Como se veem compelidas a comprar dessas editoras, pois elas detêm o
controle do único veículo aceito pela comunidade científica mundial para
publicação de textos, configura-se um negócio peculiar em que um ente
privado se apropria de um bem (o artigo científico), agrega algum valor a
ele e cobra preços exorbitantes para sua utilização. Grande parte
desses textos se origina de pesquisas financiadas com recursos públicos.
O acesso aberto rompe essa lógica, auxiliado pelas tecnologias da
informação e comunicação e pela internet, que propiciam modelos de
publicação a baixo custo e ampla circulação.
As políticas de acesso aberto vêm gerando tensão no setor de
publicações científicas. Trata-se de um mercado concentrado, no qual
apenas três grupos editoriais — Reed Elsevier, Springer e Wiley — detêm
mais de 40% das revistas científicas publicadas. Até há bem pouco tempo,
eles tinham pouco interesse na publicação científica do Brasil. Esta
atitude mudou, e a maioria já abriu um escritório em nosso país ou
comprou uma editora nacional. Um dos obstáculos a essa expansão de
editoras comerciais internacionais no mercado editorial brasileiro é o
SciELO, inovador portal de revistas científicas brasileiras, pioneiro no
uso do acesso aberto no Brasil e um dos responsáveis pelo aumento da
visibilidade da nossa produção científica em nível nacional e
internacional. Recentemente, um bibliotecário acadêmico americano,
simpático aos editores comerciais e crítico feroz do movimento de acesso
aberto, publicou um artigo comparando o SciELO a uma “favela de
publicações”, e as editoras comerciais a “bairros agradáveis”. Seu
desrespeito com a publicação científica na América Latina foi repudiado
pelo SciELO e pela comunidade científica com respostas que soaram como
uma renovação do apoio generalizado ao acesso aberto nessa região.
No
que se refere à Fiocruz, para execução da sua política de acesso
aberto, ela aperfeiçoou em 2014 o repositório digital Arca, criado para
disseminar e preservar a sua produção intelectual. Ele conta hoje com
4.698 artigos científicos, 2.224 dissertações de mestrado e 867 teses de
doutorado. Em 2015, a Fiocruz lançou o seu Portal de Periódicos,
reunindo as sete revistas científicas que edita: “Cadernos de saúde
pública”; “Memórias do Instituto Oswaldo Cruz”; “História, ciências,
saúde — Manguinhos”; “Trabalho, educação e saúde”; “Revista Eletrônica
de comunicação, informação & inovação em saúde”; “Vigilância
sanitária em debate”; e “Revista Fitos”. Em dois espaços digitais, o
leitor tem acesso gratuito a significativa parcela de literatura
científica da área de saúde pública produzida no Brasil e no exterior.

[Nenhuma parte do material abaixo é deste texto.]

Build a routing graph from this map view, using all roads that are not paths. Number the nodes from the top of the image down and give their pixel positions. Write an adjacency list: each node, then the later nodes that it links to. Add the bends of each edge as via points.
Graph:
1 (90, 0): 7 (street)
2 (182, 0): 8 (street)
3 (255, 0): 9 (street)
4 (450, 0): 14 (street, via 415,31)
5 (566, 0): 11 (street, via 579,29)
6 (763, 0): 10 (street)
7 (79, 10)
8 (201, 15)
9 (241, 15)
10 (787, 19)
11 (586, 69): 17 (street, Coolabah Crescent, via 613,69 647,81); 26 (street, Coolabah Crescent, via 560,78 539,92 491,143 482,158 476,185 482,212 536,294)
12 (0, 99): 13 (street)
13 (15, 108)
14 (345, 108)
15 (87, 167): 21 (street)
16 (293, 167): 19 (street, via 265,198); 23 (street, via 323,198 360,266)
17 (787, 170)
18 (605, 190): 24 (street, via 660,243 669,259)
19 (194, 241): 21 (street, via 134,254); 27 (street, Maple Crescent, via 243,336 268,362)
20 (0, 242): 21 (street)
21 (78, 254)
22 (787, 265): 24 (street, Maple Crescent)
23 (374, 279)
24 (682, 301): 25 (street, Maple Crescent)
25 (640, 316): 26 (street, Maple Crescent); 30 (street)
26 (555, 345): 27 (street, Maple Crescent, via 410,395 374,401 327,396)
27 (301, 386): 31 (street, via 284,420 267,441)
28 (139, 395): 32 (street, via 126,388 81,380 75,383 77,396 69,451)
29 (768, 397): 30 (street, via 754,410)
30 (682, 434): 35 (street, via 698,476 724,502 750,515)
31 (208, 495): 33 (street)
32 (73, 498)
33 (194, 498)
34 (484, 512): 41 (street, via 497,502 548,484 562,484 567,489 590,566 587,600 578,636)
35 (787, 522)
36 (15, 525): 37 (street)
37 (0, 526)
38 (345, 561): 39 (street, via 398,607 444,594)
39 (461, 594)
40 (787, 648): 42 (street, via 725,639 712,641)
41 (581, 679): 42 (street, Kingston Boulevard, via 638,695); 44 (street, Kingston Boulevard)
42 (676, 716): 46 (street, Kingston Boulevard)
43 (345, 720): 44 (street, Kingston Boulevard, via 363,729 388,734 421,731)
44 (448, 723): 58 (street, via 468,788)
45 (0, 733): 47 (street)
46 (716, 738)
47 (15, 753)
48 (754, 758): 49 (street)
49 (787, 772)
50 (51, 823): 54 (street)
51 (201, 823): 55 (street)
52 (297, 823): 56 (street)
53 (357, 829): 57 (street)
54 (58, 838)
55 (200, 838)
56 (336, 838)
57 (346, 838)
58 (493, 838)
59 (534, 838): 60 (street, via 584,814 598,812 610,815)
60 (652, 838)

Hoje, o engajamento da comunidade científica e de governos, que
editam leis em prol do acesso aberto, ocorre em todo o mundo. No Brasil,
iniciativas como as da Fiocruz e do SciELO precisam do apoio das
agências públicas de fomento à pesquisa, criando políticas para
publicação em acesso aberto de artigos oriundos de pesquisa financiada
com seus recursos.
* Paulo Guanaes é editor-executivo da revista “Trabalho, educação e
saúde” e Hooman Momen é editor científico da revista “Memórias do
Instituto Oswaldo Cruz”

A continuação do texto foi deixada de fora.